The first step is patient segregation, Wei explained, with in- and outpatients separated into different areas or by time slots, so that there is no cross contamination between patients. “Here at Singapore General Hospital we have seven rooms separated into two levels, so that we can do an upstairs/downstairs space segregation. If you can’t, do it by time, finish [the] outpatient list in the morning before you are getting your inpatients in.” Reducing the workload of the hospital is also important, he noted. “Arbitrarily at the start of the infection we said that we wanted to reduce workload by about 50%. In reality it is probably closer to about 30–40%. We want fewer patients in the hospital as it is less likely they can overwhelm the system.”
The second part of the chain is staff segregation. Wei said that within Singapore General Hospital, the IR team has been split into two functional teams of doctors, nurses and radiographers, to keep certain functions running in case specialists need to be quarantined. A policy of social distancing, and staggered meal times has also been employed, to reduce the amount of social contact between staff, and potentially reduce the likelihood of infection. The institution has adopted a further policy of vetting and prioritising cases that are handled. “Non-urgent procedures have been given long waiting times,” Wei explained.
In addition, the hospital has sought to minimise the movement of isolated patients. “If we can treat by the bedside, we should do it by the bedside,” he said. This has necessitated the introduction of enhanced workflows, described by Wei as one of the most important parts of the strategy. “We reached out to our colleagues in anaesthesia, security, infection controls and we developed workflows. This is really a juggling act,” Wei said. The process involves ensuring that as a COVID-19 positive, or suspected patient leaves a ward en route to the IR centre, the area is cordoned off by security, so that a path can be found that minimises contact with other staff and patients. As the patient is moved, environmental services will clean down surfaces. “We need to bring everybody together just for transfer of the patients. We have simulations, rehearsals and after action reviews and we constantly improve our workflows,” Wei commented.
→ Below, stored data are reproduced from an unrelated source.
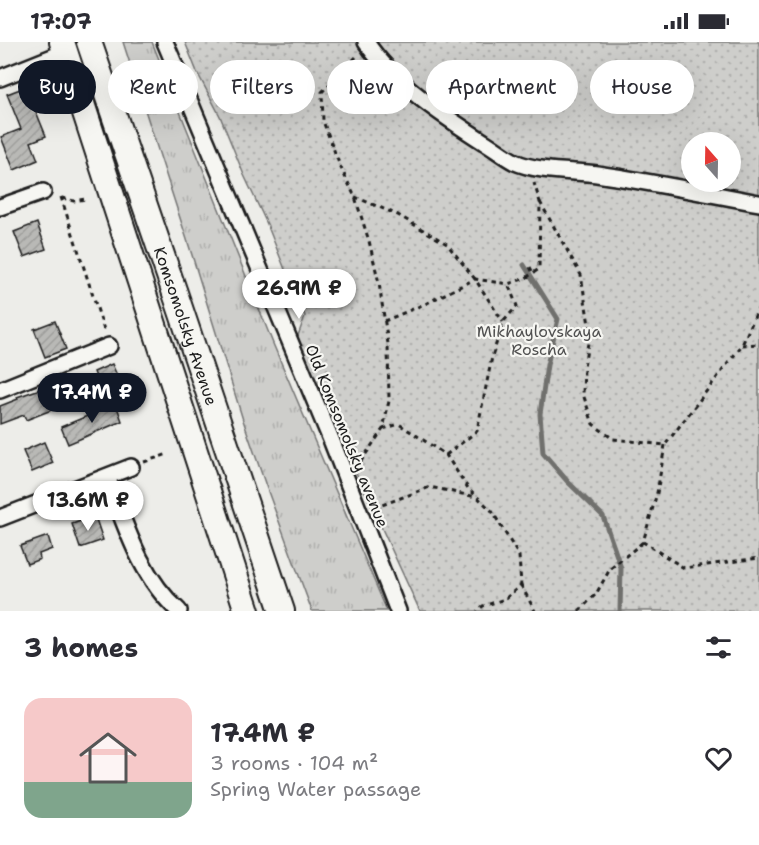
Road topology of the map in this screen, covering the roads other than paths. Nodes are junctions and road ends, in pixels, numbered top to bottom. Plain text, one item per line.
1 (89, 42) edge
2 (165, 42) edge
3 (367, 43) edge
4 (63, 47) edge
5 (0, 78) edge
6 (43, 192) road end
7 (759, 203) edge
8 (0, 207) edge
9 (109, 346) road end
10 (0, 390) edge
11 (131, 467) road end
12 (107, 477) junction
13 (0, 518) edge
14 (180, 611) edge
15 (247, 611) edge
16 (282, 611) edge
17 (398, 611) edge

1 - 16 main road, Komsomolsky Avenue
2 - 17 street, Old Komsomolsky avenue
3 - 7 street
4 - 5 street
4 - 15 main road, Komsomolsky Avenue
6 - 8 street
9 - 10 street
11 - 12 street
12 - 13 street
12 - 14 street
Alongside this, the IR room is prepared for the receipt of the patients. All equipment that is unnecessary for the procedure is removed, and the remaining equipment is wrapped in plastic sheeting. At the end of the procedure there is a wipe down of the equipment, with a disinfectant wipe, after which the walls and floor and other areas are cleaned with sodium hypochlorite solution at 1,000ppm. After this the room is then disinfected, either with ultraviolet c treatment or hydrogen peroxide vapour.
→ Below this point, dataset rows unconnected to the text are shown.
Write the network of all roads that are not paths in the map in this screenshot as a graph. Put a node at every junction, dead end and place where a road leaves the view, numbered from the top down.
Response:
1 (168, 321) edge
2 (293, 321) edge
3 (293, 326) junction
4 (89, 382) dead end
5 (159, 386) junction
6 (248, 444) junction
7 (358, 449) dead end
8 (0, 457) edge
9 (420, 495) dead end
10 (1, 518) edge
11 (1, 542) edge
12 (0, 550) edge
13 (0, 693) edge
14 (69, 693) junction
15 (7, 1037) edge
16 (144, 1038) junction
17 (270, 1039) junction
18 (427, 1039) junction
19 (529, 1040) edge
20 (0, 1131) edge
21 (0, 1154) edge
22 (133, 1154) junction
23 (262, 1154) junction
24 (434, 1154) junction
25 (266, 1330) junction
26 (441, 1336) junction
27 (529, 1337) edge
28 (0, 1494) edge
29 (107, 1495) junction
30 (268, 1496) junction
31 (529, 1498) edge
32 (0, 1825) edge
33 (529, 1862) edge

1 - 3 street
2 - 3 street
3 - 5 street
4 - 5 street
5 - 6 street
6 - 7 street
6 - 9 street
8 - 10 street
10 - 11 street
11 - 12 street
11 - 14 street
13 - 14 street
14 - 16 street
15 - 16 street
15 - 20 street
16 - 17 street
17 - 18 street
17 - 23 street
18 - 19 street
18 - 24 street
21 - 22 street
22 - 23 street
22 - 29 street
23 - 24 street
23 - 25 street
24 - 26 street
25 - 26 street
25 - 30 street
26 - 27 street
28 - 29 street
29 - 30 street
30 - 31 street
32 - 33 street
Offering his advice on putting a strong strategy in place for tackling the COVID-19 outbreak from an IR perspective, Wei posited: “You need to talk to different stakeholders in the hospital. Change has become the new constant. New workflows will need to be established, documented, rehearsed, reviewed and improved. Everybody plays a role, we really need to talk about infection controls. This is a labour intensive process, but training will pay off.”
Speaking after Wei, Irani outlined the Seng Kang General Hospital experience in having dealt with COVID-19 cases. Similar to the processes described by Wei, she sketched out the procedure for the movement of patients at Seng Kang, which seeks to minimise the risk of the spread of infection. This involves a similar level of coordination between departments, and within the IR department itself. Each member of the team has a defined role in handling the patient, and prepping the facilities for use.
After the patient has been moved on, there is a strict procedure for the removal and sterilisation of clothing and equipment. Safe removal of equipment is one area highlighted by Irani as being particularly important part of the process to prevent the spread of infection. “Doffing is more important than donning,” she said. “We always are very careful when we put on the equipment, but the time we will get infected is when we take off the equipment, and that is when we need to be really careful.”